Moi l’un : - Exactement, et tu te souviens du jour où le TJ de la télé romande l’a convié à parler, avant tout le monde, du livre exhumé d’Albert Camus, Le Premier homme, sans lui rembourser le voyage Lausanne-Genève ni lui proposer un kopek de simple « pige » ?
Moi l’autre : - Ah oui, et sa réaction en privé avait été aussi vive que celle de Sébastien Meier, mais il n’en a pas fait une affaire publique. D’ailleurs ce n’était pas en tant qu’écrivain mais que chroniqueur littéraire à 24 Heures qu’il était « invité » ?
Moi l’un : - Exactement, mais l’ambigüité était du même ordre, vu que les gens de la télé estimaient lui faire honneur en l’accueillant au fenestron…
Moi l’autre : - Pour en revenir aux écrivains sollicités « professionnellement », faut-il alors, selon toi, les rétribuer, et quand, et comment ?
Moi l’un : - Quand JLK, conseiller littéraire de la société Arts et Lettres, à Vevey, proposait l’accueil d’écrivains pour une soirée genre présentation personnelle, débat ou conférence, cela ne se discutait pas : l’auteur était payé, 500 francs de l’époque (dans les années 80-90), défrayé pour son voyage et son séjour à l’hôtel, plus un repas d’accueil avec les gens du comité. Mais l’entrée était payante, et il y avait parfois plus de 100 personnes dans la salle, avec des « pointures » style Yves Bonnefoy, Michel Butor, Georges Haldas ou Anne Cuneo.

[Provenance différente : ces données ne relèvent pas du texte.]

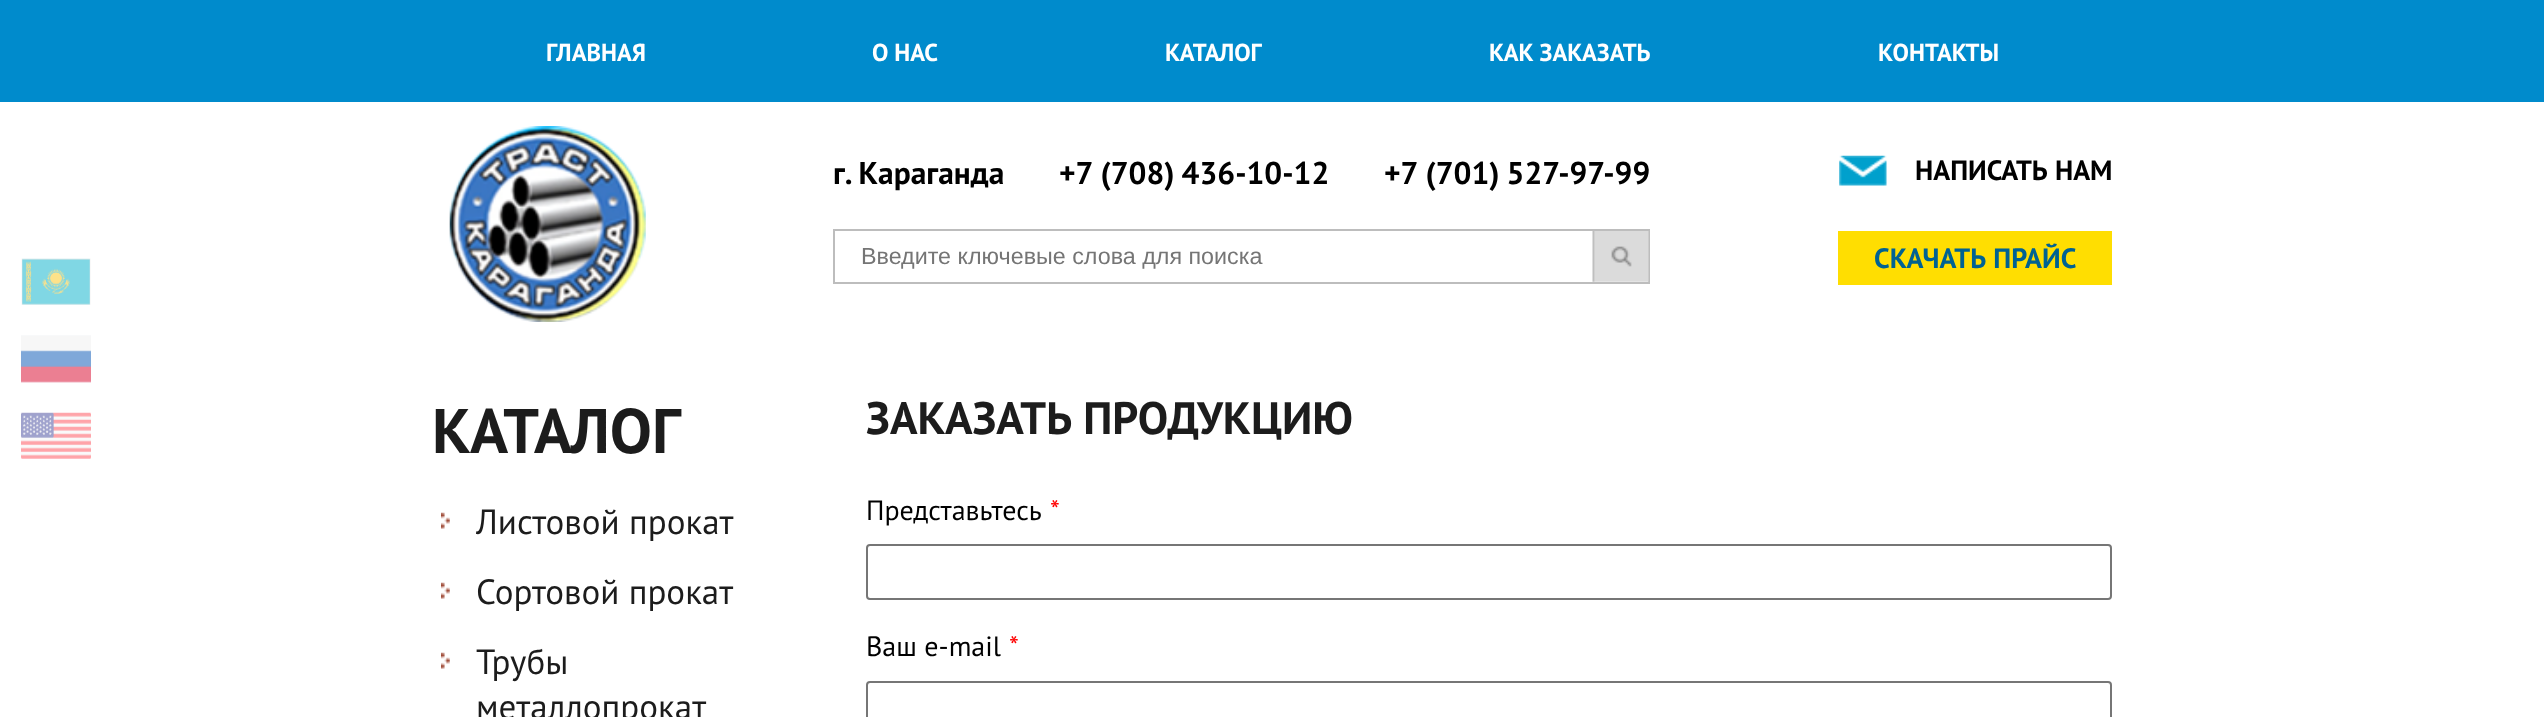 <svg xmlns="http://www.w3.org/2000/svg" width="2544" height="717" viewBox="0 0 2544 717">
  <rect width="100%" height="100%" fill="#fff"/>
  <image x="21" y="258" width="70" height="47" href="img/1.png"/>
  <image x="21" y="335" width="70" height="48" href="img/2.png"/>
  <image x="21" y="412" width="70" height="47" href="img/3.png"/>
  <path d="M0 0h2544v102H0z" fill="#008bcc"/>
  <image x="449" y="126" width="197" height="196" href="img/4.png"/>
  <path d="M834 230h815v53H834z" fill="none" stroke="#bdbdbd" stroke-width="2"/>
  <image x="1592" y="231" width="57" height="51" href="img/5.png"/>
  <image x="1839" y="155" width="48" height="31" href="img/6.png"/>
  <path d="M1838 231h274v54H1838z" fill="#ffde01"/>
  <image x="441" y="512" width="9" height="17" href="img/7.png"/>
  <image x="441" y="582" width="9" height="17" href="img/7.png"/>
  <image x="441" y="652" width="9" height="17" href="img/7.png"/>
  <rect x="867" y="545" width="1244" height="54" rx="3" fill="none" stroke="#767676" stroke-width="2"/>
  <rect x="867" y="682" width="1244" height="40" rx="3" fill="none" stroke="#767676" stroke-width="2"/>
  <g font-family="PT Sans" font-size="24.5" font-weight="bold" fill="#fff">
    <text x="546" y="61">ГЛАВНАЯ</text>
    <text x="872" y="61">О НАС</text>
    <text x="1165" y="61">КАТАЛОГ</text>
    <text x="1489" y="61">КАК ЗАКАЗАТЬ</text>
    <text x="1878" y="61">КОНТАКТЫ</text>
  </g>
  <g font-family="PT Sans" font-size="31.5" font-weight="bold" fill="#000">
    <text x="833" y="184" word-spacing="-2">г. Караганда</text>
    <text x="1059" y="184" word-spacing="-1">+7 (708) 436-10-12</text>
    <text x="1384" y="184" word-spacing="-1">+7 (701) 527-97-99</text>
  </g>
  <text x="861" y="264" font-family="Liberation Sans" font-size="23.3" fill="#757575">Введите ключевые слова для поиска</text>
  <text x="1915" y="180" word-spacing="1" font-family="PT Sans" font-size="28" font-weight="bold" fill="#000">НАПИСАТЬ НАМ</text>
  <text x="1874" y="268" word-spacing="1" font-family="PT Sans" font-size="28" font-weight="bold" fill="#006292">СКАЧАТЬ ПРАЙС</text>
  <text x="432" y="453" font-family="PT Sans" font-size="63" font-weight="bold" fill="#1c1c1c">КАТАЛОГ</text>
  <g font-family="PT Sans" font-size="35" fill="#1c1c1c">
    <text x="476" y="534">Листовой прокат</text>
    <text x="476" y="604">Сортовой прокат</text>
    <text x="476" y="674">Трубы</text>
    <text x="476" y="719">металлопрокат</text>
  </g>
  <text x="866" y="434" word-spacing="1" font-family="PT Sans" font-size="45.5" font-weight="bold" fill="#1c1c1c">ЗАКАЗАТЬ ПРОДУКЦИЮ</text>
  <text x="866" y="520" font-family="PT Sans" font-size="28" fill="#000">Представьтесь</text>
  <text x="1050" y="520" font-family="PT Sans" font-size="28" fill="#f00">*</text>
  <text x="866" y="656" font-family="PT Sans" font-size="28" fill="#000">Ваш e-mail</text>
  <text x="1009" y="656" font-family="PT Sans" font-size="28" fill="#f00">*</text>
</svg>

Moi l’un : - Anne, à l’école alémanique, avait son tarif de base : 800 francs le show.
Moi l’autre : - Et Kenneth White, on cafte ?

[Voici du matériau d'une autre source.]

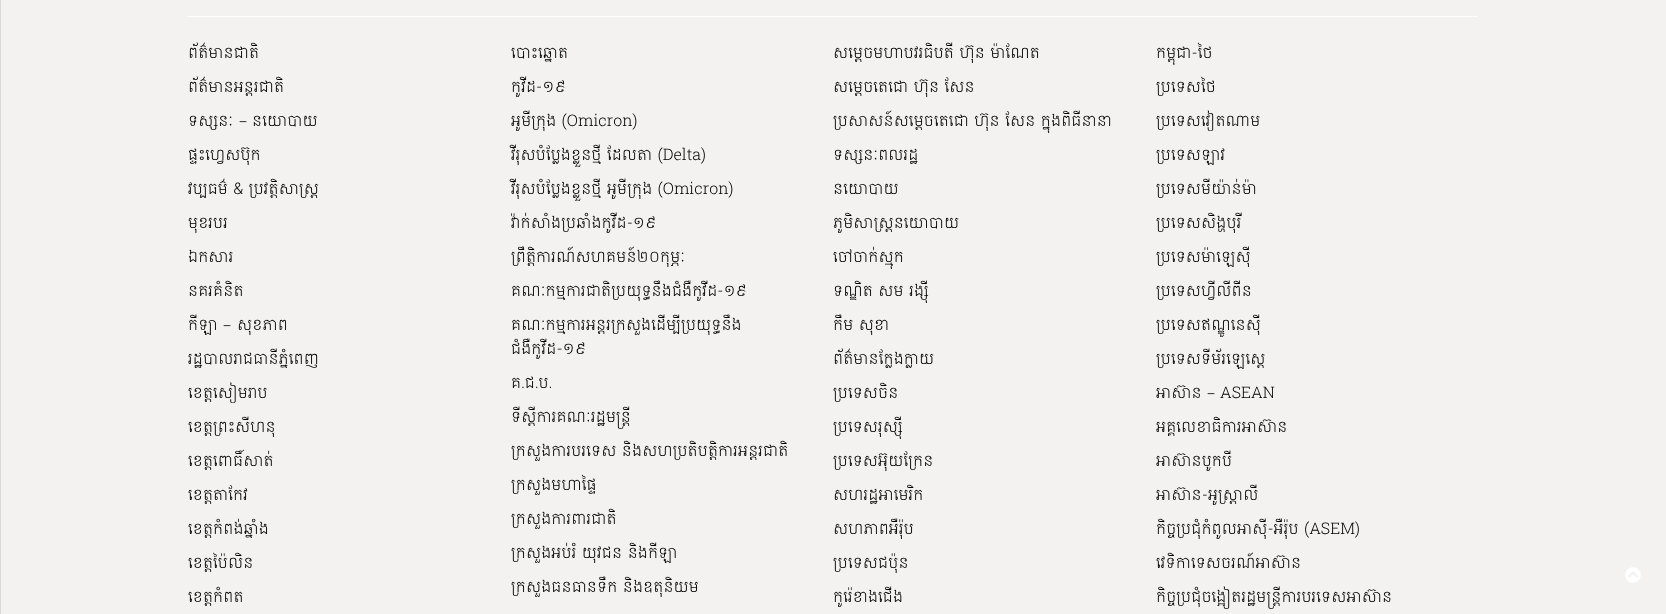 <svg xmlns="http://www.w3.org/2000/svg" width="1666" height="614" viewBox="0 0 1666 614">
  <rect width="100%" height="100%" fill="#f3f2f1"/>
  <path d="M-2 0h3v614H-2z" fill="#0000001a" filter="blur(0.5px)"/>
  <path d="M188 16h1290v1H188z" fill="#fff"/>
  <image x="1625" y="567" width="16" height="16" href="img/1.png"/>
  <g font-family="Hanuman" font-size="16" font-weight="300" fill="#000">
    <text x="188" y="58">ព័ត៌មានជាតិ</text>
    <text x="188" y="92">ព័ត៌មានអន្តរជាតិ</text>
    <text x="188" y="126">ទស្សនៈ</text>
  </g>
  <text x="239" y="126" font-family="Noto Sans" font-size="16" font-weight="300" fill="#000">–</text>
  <g font-family="Hanuman" font-size="16" font-weight="300" fill="#000">
    <text x="252" y="126">នយោបាយ</text>
    <text x="188" y="160">ផ្ទះហ្វេសប៊ុក</text>
    <text x="188" y="194">វប្បធម៌ &amp; ប្រវត្តិសាស្រ្ដ</text>
    <text x="188" y="228">មុខរបរ</text>
    <text x="188" y="262">ឯកសារ</text>
    <text x="188" y="296">នគរគំនិត</text>
    <text x="188" y="330">កីឡា</text>
  </g>
  <text x="223" y="330" font-family="Noto Sans" font-size="16" font-weight="300" fill="#000">–</text>
  <g font-family="Hanuman" font-size="16" font-weight="300" fill="#000">
    <text x="237" y="330">សុខភាព</text>
    <text x="188" y="364">រដ្ឋបាលរាជធានីភ្នំពេញ</text>
    <text x="188" y="398">ខេត្តសៀមរាប</text>
    <text x="188" y="432">ខេត្តព្រះសីហនុ</text>
    <text x="188" y="466">ខេត្តពោធិ៍សាត់</text>
    <text x="188" y="500">ខេត្តតាកែវ</text>
    <text x="188" y="534">ខេត្តកំពង់ឆ្នាំង</text>
    <text x="188" y="568">ខេត្តប៉ៃលិន</text>
    <text x="188" y="602">ខេត្តកំពត</text>
    <text x="511" y="58">បោះឆ្នោត</text>
    <text x="511" y="92">កូវីដ-១៩</text>
    <text x="511" y="126">អូមីក្រុង (Omicron)</text>
    <text x="511" y="160">វីរុសបំប្លែងខ្លួនថ្មី ដែលតា (Delta)</text>
    <text x="511" y="194">វីរុសបំប្លែងខ្លួនថ្មី អូមីក្រុង (Omicron)</text>
    <text x="511" y="228">វ៉ាក់សាំងប្រឆាំងកូវីដ-១៩</text>
    <text x="511" y="262">ព្រឹត្តិការណ៍សហគមន៍២០កុម្ភៈ</text>
    <text x="511" y="296">គណៈកម្មការជាតិប្រយុទ្ធនឹងជំងឺកូវីដ-១៩</text>
    <text x="511" y="330">គណៈកម្មការអន្តរក្រសួងដើម្បីប្រយុទ្ធនឹង</text>
    <text x="511" y="354">ជំងឺកូវីដ-១៩</text>
    <text x="511" y="388">គ.ជ.ប.</text>
    <text x="511" y="422">ទីស្ដីការគណៈរដ្ឋមន្ត្រី</text>
    <text x="511" y="456">ក្រសួងការបរទេស និងសហប្រតិបត្តិការអន្តរជាតិ</text>
    <text x="511" y="490">ក្រសួងមហាផ្ទៃ</text>
    <text x="511" y="524">ក្រសួងការពារជាតិ</text>
    <text x="511" y="558">ក្រសួងអប់រំ យុវជន និងកីឡា</text>
    <text x="511" y="592">ក្រសួងធនធានទឹក និងឧតុនិយម</text>
    <text x="833" y="58">សម្ដេចមហាបវរធិបតី ហ៊ុន ម៉ាណែត</text>
    <text x="833" y="92">សម្ដេចតេជោ ហ៊ុន សែន</text>
    <text x="833" y="126">ប្រសាសន៍សម្ដេចតេជោ ហ៊ុន សែន ក្នុងពិធីនានា</text>
    <text x="833" y="160">ទស្សនៈពលរដ្ឋ</text>
    <text x="833" y="194">នយោបាយ</text>
    <text x="833" y="228">ភូមិសាស្ត្រនយោបាយ</text>
    <text x="833" y="262">ចៅចាក់ស្មុក</text>
    <text x="833" y="296">ទណ្ឌិត សម រង្ស៊ី</text>
    <text x="833" y="330">កឹម សុខា</text>
    <text x="833" y="364">ព័ត៌មានក្លែងក្លាយ</text>
    <text x="833" y="398">ប្រទេសចិន</text>
    <text x="833" y="432">ប្រទេសរុស្ស៊ី</text>
    <text x="833" y="466">ប្រទេសអ៊ុយក្រែន</text>
    <text x="833" y="500">សហរដ្ឋអាមេរិក</text>
    <text x="833" y="534">សហភាពអឺរ៉ុប</text>
    <text x="833" y="568">ប្រទេសជប៉ុន</text>
    <text x="833" y="602">កូរ៉េខាងជើង</text>
    <text x="1156" y="58">កម្ពុជា-ថៃ</text>
    <text x="1156" y="92">ប្រទេសថៃ</text>
    <text x="1156" y="126">ប្រទេសវៀតណាម</text>
    <text x="1156" y="160">ប្រទេសឡាវ</text>
    <text x="1156" y="194">ប្រទេសមីយ៉ាន់ម៉ា</text>
    <text x="1156" y="228">ប្រទេសសិង្ហបុរី</text>
    <text x="1156" y="262">ប្រទេសម៉ាឡេស៊ី</text>
    <text x="1156" y="296">ប្រទេសហ្វីលីពីន</text>
    <text x="1156" y="330">ប្រទេសឥណ្ឌូនេស៊ី</text>
    <text x="1156" y="364">ប្រទេសទីម័រឡេស្តេ</text>
    <text x="1156" y="398">អាស៊ាន</text>
  </g>
  <text x="1207" y="398" font-family="Noto Sans" font-size="16" font-weight="300" fill="#000">–</text>
  <g font-family="Hanuman" font-size="16" font-weight="300" fill="#000">
    <text x="1220" y="398">ASEAN</text>
    <text x="1156" y="432">អគ្គលេខាធិការអាស៊ាន</text>
    <text x="1156" y="466">អាស៊ានបូកបី</text>
    <text x="1156" y="500">អាស៊ាន-អូស្រ្តាលី</text>
    <text x="1156" y="534">កិច្ចប្រជុំកំពូលអាស៊ី-អឺរ៉ុប (ASEM)</text>
    <text x="1156" y="568">វេទិកាទេសចរណ៍អាស៊ាន</text>
    <text x="1156" y="602">កិច្ចប្រជុំចង្អៀតរដ្ឋមន្ត្រីការបរទេសអាស៊ាន</text>
  </g>
</svg>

Moi l’un : - C’est là que JLK a trouvé qu’on en demandait trop au scout et qu’il a cessé de collaborer à l’institution veveysane. La « star » en question exigeait une somme astronomique, et le comité a commencé à moduler ses « piges » selon la notoriété de l’invité. Avec la pige obtenue par le «géo-poète », Sébastien Meier aurait pu se payer une 2CV neuve…
Moi l’autre : - Est-ce à dire qu’il faille fixer une Pige de Base Inconditionnelle (PBI) pour chaque prestation demandée à un écrivain ?
Moi l’autre : - La question de la rétribution des écrivains relève-t-elle de la politique ?
Moi l’un: - Sûrement, si la prestation passe par les réseaux liés à la politique, comme Pro Helvetia ou l’Office de la culture. Mais dans le domaine de la culture actuelle, où la situation est constamment embrouillée par les aléas et autres fluctuations du marché et du « star-system », il paraît aussi difficile que faux d’établir je ne sais quel « salaire de base » officiel…
Moi l’autre : - Pourquoi faux ?
Moi l’autre : - Ouais, là tu prends le pire exemple. Comme journaliste, le même JLK s’est fait « oublier » par la société des rédacteurs en prétendant que la corporation était surpayée… grave le JLK. Mais comment conclure plus sérieusement ?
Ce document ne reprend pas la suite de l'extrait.